The original “Not A Second Time” is another gem. It’s also more evidence that as songwriters the Beatles were simply outpacing the competition. Only Smokey’s “You’ve Really Got A Hold On Me” is in a league with the originals the Beatles were turning out. It is “Not A Second Time” that inspired the London newspaper classical music reviewer to compare the Beatles to Schubert and discuss the “Aeolian cadences” in their work. I’m not quite sure I’d go that far and I don’t know what “Aeolian cadences” means but I do know that the inventive melodicism of the song is breathtaking. Once again, it’s George Martin’s piano that provides the musical heft to the song, including a solo that mimics the melody, a Beatle trademark. Lennon’s voice is superb, thrust even more to prominence by the absence of backing vocals from his bandmates.

The piano of “Not A Second Time” is the perfect introduction to the album closer. A cover of Barrett Strong’s Motown song, “Money (That’s What I Want)” begins with George Martin’s piano before the other instruments rumble in like a mudslide and Lennon snarls, “The best things in life are free…” On an album full of great vocal performances, “Money” is a standout, one of the best vocals of Lennon’s career, at least the equal of Please Please Me‘s “Twist and Shout.” His ending ravings where he’s ripping his throat out singing, “Yeah! I wanna be free!” while Paul and George chant “That’s…what I want…” is rock and roll nirvana.

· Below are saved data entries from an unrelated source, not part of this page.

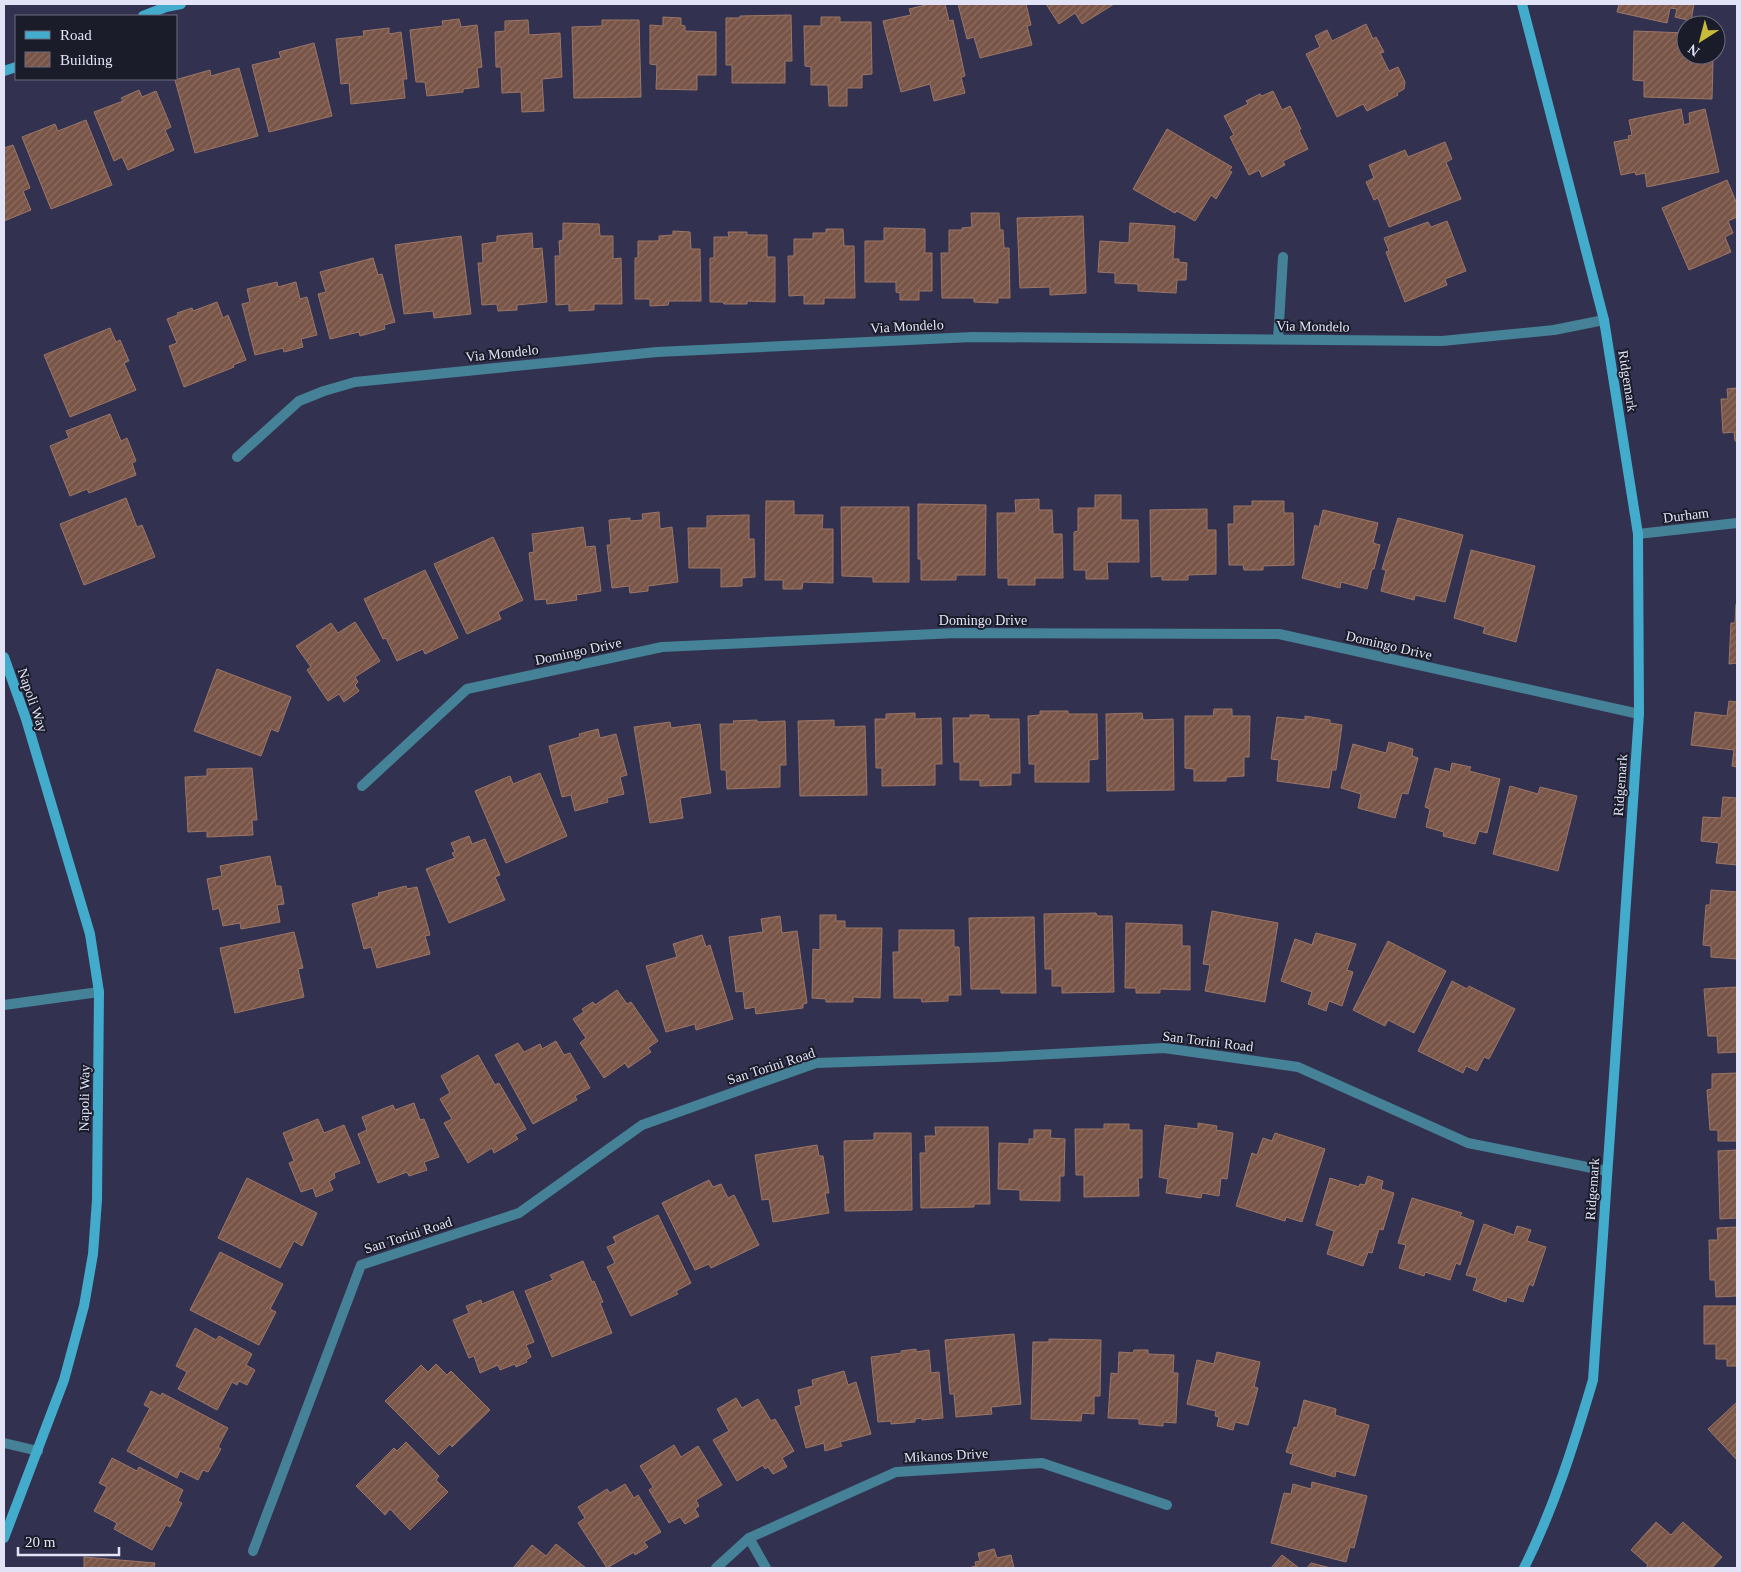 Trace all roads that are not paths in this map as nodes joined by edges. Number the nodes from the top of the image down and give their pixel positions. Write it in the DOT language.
graph roads {
  1 [pos="181,4"];
  2 [pos="1522,4"];
  3 [pos="146,15"];
  4 [pos="1283,257"];
  5 [pos="1604,320"];
  6 [pos="1278,339"];
  7 [pos="236,457"];
  8 [pos="1737,523"];
  9 [pos="1638,534"];
  10 [pos="4,657"];
  11 [pos="1639,714"];
  12 [pos="362,786"];
  13 [pos="99,992"];
  14 [pos="4,1005"];
  15 [pos="1607,1171"];
  16 [pos="4,1443"];
  17 [pos="38,1451"];
  18 [pos="1166,1505"];
  19 [pos="4,1538"];
  20 [pos="749,1538"];
  21 [pos="252,1551"];
  22 [pos="716,1568"];
  23 [pos="766,1568"];
  24 [pos="1524,1568"];
  1 -- 3 [label="street"];
  2 -- 5 [label="street, Ridgemark"];
  4 -- 6 [label="street"];
  5 -- 6 [label="street, Via Mondelo"];
  5 -- 9 [label="street, Ridgemark"];
  6 -- 7 [label="street, Via Mondelo"];
  8 -- 9 [label="street, Durham"];
  9 -- 11 [label="street, Ridgemark"];
  10 -- 13 [label="street, Napoli Way"];
  11 -- 12 [label="street, Domingo Drive"];
  11 -- 15 [label="street, Ridgemark"];
  13 -- 14 [label="street"];
  13 -- 17 [label="street, Napoli Way"];
  15 -- 21 [label="street, San Torini Road"];
  15 -- 24 [label="street, Ridgemark"];
  16 -- 17 [label="street"];
  17 -- 19 [label="street, Napoli Way"];
  18 -- 20 [label="street, Mikanos Drive"];
  20 -- 22 [label="street, Mikanos Drive"];
  20 -- 23 [label="street"];
} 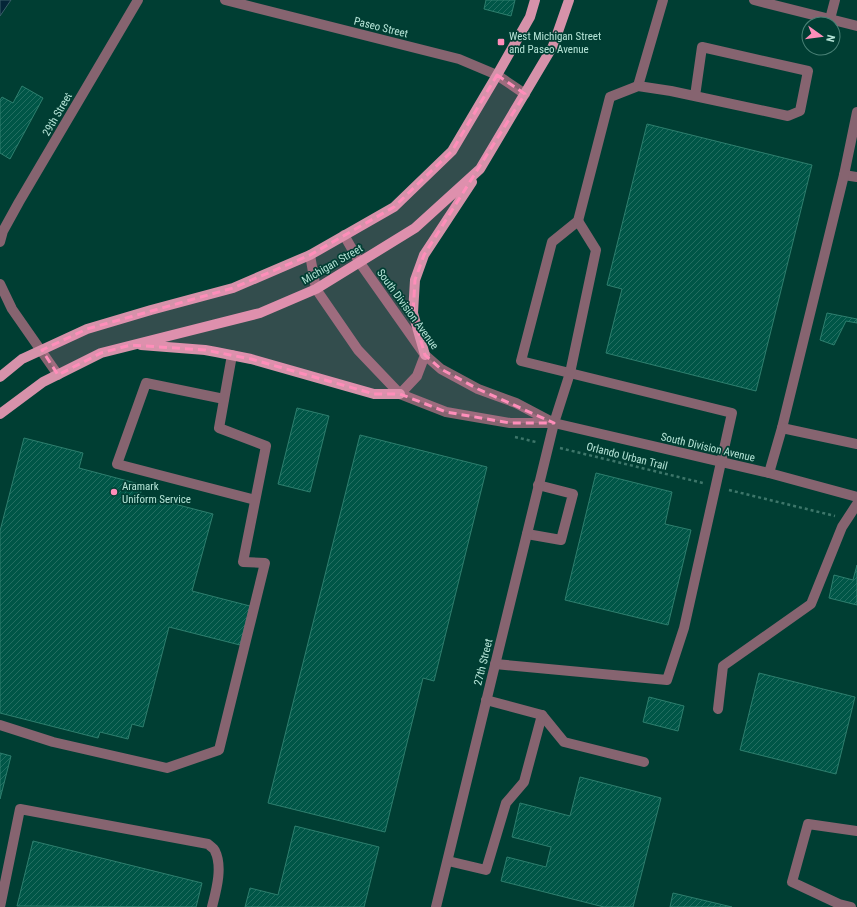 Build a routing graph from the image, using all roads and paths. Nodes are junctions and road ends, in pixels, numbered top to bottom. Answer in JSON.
{"nodes":[{"id":1,"x":138,"y":0,"type":"edge"},
{"id":2,"x":225,"y":0,"type":"edge"},
{"id":3,"x":535,"y":0,"type":"edge"},
{"id":4,"x":569,"y":0,"type":"edge"},
{"id":5,"x":663,"y":0,"type":"edge"},
{"id":6,"x":754,"y":0,"type":"edge"},
{"id":7,"x":835,"y":0,"type":"edge"},
{"id":8,"x":818,"y":16,"type":"edge"},
{"id":9,"x":831,"y":16,"type":"edge"},
{"id":10,"x":841,"y":22,"type":"edge"},
{"id":11,"x":857,"y":26,"type":"edge"},
{"id":12,"x":497,"y":76,"type":"junction"},
{"id":13,"x":638,"y":86,"type":"junction"},
{"id":14,"x":525,"y":94,"type":"junction"},
{"id":15,"x":695,"y":96,"type":"junction"},
{"id":16,"x":857,"y":112,"type":"edge"},
{"id":17,"x":480,"y":169,"type":"junction"},
{"id":18,"x":844,"y":175,"type":"junction"},
{"id":19,"x":857,"y":177,"type":"edge"},
{"id":20,"x":578,"y":221,"type":"junction"},
{"id":21,"x":344,"y":235,"type":"junction"},
{"id":22,"x":0,"y":242,"type":"edge"},
{"id":23,"x":310,"y":255,"type":"junction"},
{"id":24,"x":360,"y":263,"type":"junction"},
{"id":25,"x":0,"y":284,"type":"edge"},
{"id":26,"x":316,"y":289,"type":"junction"},
{"id":27,"x":131,"y":345,"type":"junction"},
{"id":28,"x":42,"y":350,"type":"junction"},
{"id":29,"x":232,"y":355,"type":"junction"},
{"id":30,"x":425,"y":355,"type":"junction"},
{"id":31,"x":570,"y":373,"type":"junction"},
{"id":32,"x":58,"y":374,"type":"junction"},
{"id":33,"x":0,"y":377,"type":"edge"},
{"id":34,"x":400,"y":394,"type":"junction"},
{"id":35,"x":224,"y":399,"type":"junction"},
{"id":36,"x":0,"y":414,"type":"edge"},
{"id":37,"x":554,"y":423,"type":"junction"},
{"id":38,"x":782,"y":428,"type":"junction"},
{"id":39,"x":857,"y":444,"type":"edge"},
{"id":40,"x":566,"y":450,"type":"dead end"},
{"id":41,"x":721,"y":462,"type":"junction"},
{"id":42,"x":769,"y":474,"type":"junction"},
{"id":43,"x":684,"y":479,"type":"dead end"},
{"id":44,"x":538,"y":485,"type":"junction"},
{"id":45,"x":726,"y":489,"type":"dead end"},
{"id":46,"x":857,"y":497,"type":"edge"},
{"id":47,"x":255,"y":500,"type":"junction"},
{"id":48,"x":857,"y":504,"type":"edge"},
{"id":49,"x":830,"y":515,"type":"dead end"},
{"id":50,"x":527,"y":534,"type":"junction"},
{"id":51,"x":495,"y":664,"type":"junction"},
{"id":52,"x":486,"y":700,"type":"junction"},
{"id":53,"x":718,"y":709,"type":"dead end"},
{"id":54,"x":542,"y":715,"type":"junction"},
{"id":55,"x":0,"y":725,"type":"edge"},
{"id":56,"x":644,"y":762,"type":"dead end"},
{"id":57,"x":857,"y":831,"type":"edge"},
{"id":58,"x":448,"y":861,"type":"junction"},
{"id":59,"x":0,"y":907,"type":"edge"},
{"id":60,"x":212,"y":907,"type":"edge"},
{"id":61,"x":436,"y":907,"type":"edge"},
{"id":62,"x":851,"y":907,"type":"edge"}],
"edges":[{"from":1,"to":22,"type":"street","name":"29th Street"},
{"from":2,"to":12,"type":"street","name":"Paseo Street"},
{"from":3,"to":12,"type":"main road","name":"Michigan Street"},
{"from":4,"to":14,"type":"main road","name":"Michigan Street"},
{"from":5,"to":13,"type":"street"},
{"from":6,"to":8,"type":"street"},
{"from":7,"to":9,"type":"street"},
{"from":10,"to":11,"type":"street"},
{"from":12,"to":14,"type":"street","name":"Paseo Street"},
{"from":12,"to":21,"type":"main road","name":"Michigan Street"},
{"from":13,"to":15,"type":"street"},
{"from":13,"to":20,"type":"street"},
{"from":14,"to":17,"type":"main road","name":"Michigan Street"},
{"from":15,"to":15,"type":"street"},
{"from":16,"to":18,"type":"street"},
{"from":17,"to":24,"type":"main road","name":"Michigan Street"},
{"from":17,"to":30,"type":"main road"},
{"from":18,"to":19,"type":"street"},
{"from":18,"to":38,"type":"street"},
{"from":20,"to":31,"type":"street","name":"27th Street"},
{"from":20,"to":31,"type":"street"},
{"from":21,"to":23,"type":"main road","name":"Michigan Street"},
{"from":21,"to":24,"type":"street","name":"South Division Avenue"},
{"from":23,"to":26,"type":"street","name":"South Division Avenue"},
{"from":23,"to":28,"type":"main road","name":"Michigan Street"},
{"from":24,"to":26,"type":"main road","name":"Michigan Street"},
{"from":24,"to":30,"type":"street","name":"South Division Avenue"},
{"from":25,"to":28,"type":"street"},
{"from":26,"to":27,"type":"main road","name":"Michigan Street"},
{"from":26,"to":34,"type":"street","name":"South Division Avenue"},
{"from":27,"to":29,"type":"main road"},
{"from":27,"to":32,"type":"main road","name":"Michigan Street"},
{"from":28,"to":32,"type":"street"},
{"from":28,"to":33,"type":"main road","name":"Michigan Street"},
{"from":29,"to":34,"type":"main road"},
{"from":29,"to":35,"type":"street"},
{"from":30,"to":34,"type":"street"},
{"from":30,"to":37,"type":"street","name":"South Division Avenue"},
{"from":31,"to":37,"type":"street","name":"27th Street"},
{"from":31,"to":41,"type":"street"},
{"from":32,"to":36,"type":"main road","name":"Michigan Street"},
{"from":34,"to":37,"type":"street","name":"South Division Avenue"},
{"from":35,"to":47,"type":"street"},
{"from":35,"to":47,"type":"street"},
{"from":37,"to":41,"type":"street","name":"South Division Avenue"},
{"from":37,"to":44,"type":"street","name":"27th Street"},
{"from":38,"to":39,"type":"street"},
{"from":38,"to":42,"type":"street"},
{"from":40,"to":43,"type":"path","name":"Orlando Urban Trail"},
{"from":41,"to":42,"type":"street","name":"South Division Avenue"},
{"from":41,"to":51,"type":"street"},
{"from":42,"to":46,"type":"street","name":"South Division Avenue"},
{"from":44,"to":50,"type":"street","name":"27th Street"},
{"from":44,"to":50,"type":"street"},
{"from":45,"to":49,"type":"path"},
{"from":47,"to":55,"type":"street"},
{"from":48,"to":53,"type":"street"},
{"from":50,"to":51,"type":"street","name":"27th Street"},
{"from":51,"to":52,"type":"street","name":"27th Street"},
{"from":52,"to":54,"type":"street"},
{"from":52,"to":58,"type":"street","name":"27th Street"},
{"from":54,"to":56,"type":"street"},
{"from":54,"to":58,"type":"street"},
{"from":57,"to":62,"type":"street"},
{"from":58,"to":61,"type":"street","name":"27th Street"},
{"from":59,"to":60,"type":"street"}]}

There’s really no question that removing “Please Mister Postman,” “You’ve Really Got A Hold On Me,” “Devil In Her Heart,” “Roll Over Beethoven” and “Money” and replacing them with “I Want To Hold Your Hand,” “I Saw Her Standing There,” and “This Boy” makes Meet the Beatles a better album than With The Beatles. As great as “Hold” and “Money” are, they are dwarfed by the original singles the Beatles had released. With the Beatles is a flawed gem; Meet the Beatles is a masterpiece. I’d be willing to bet that if the original UK edition of the album been released in America Beatlemania might not have caught on in the States. This would be the last time an American version of the album was better than the UK version.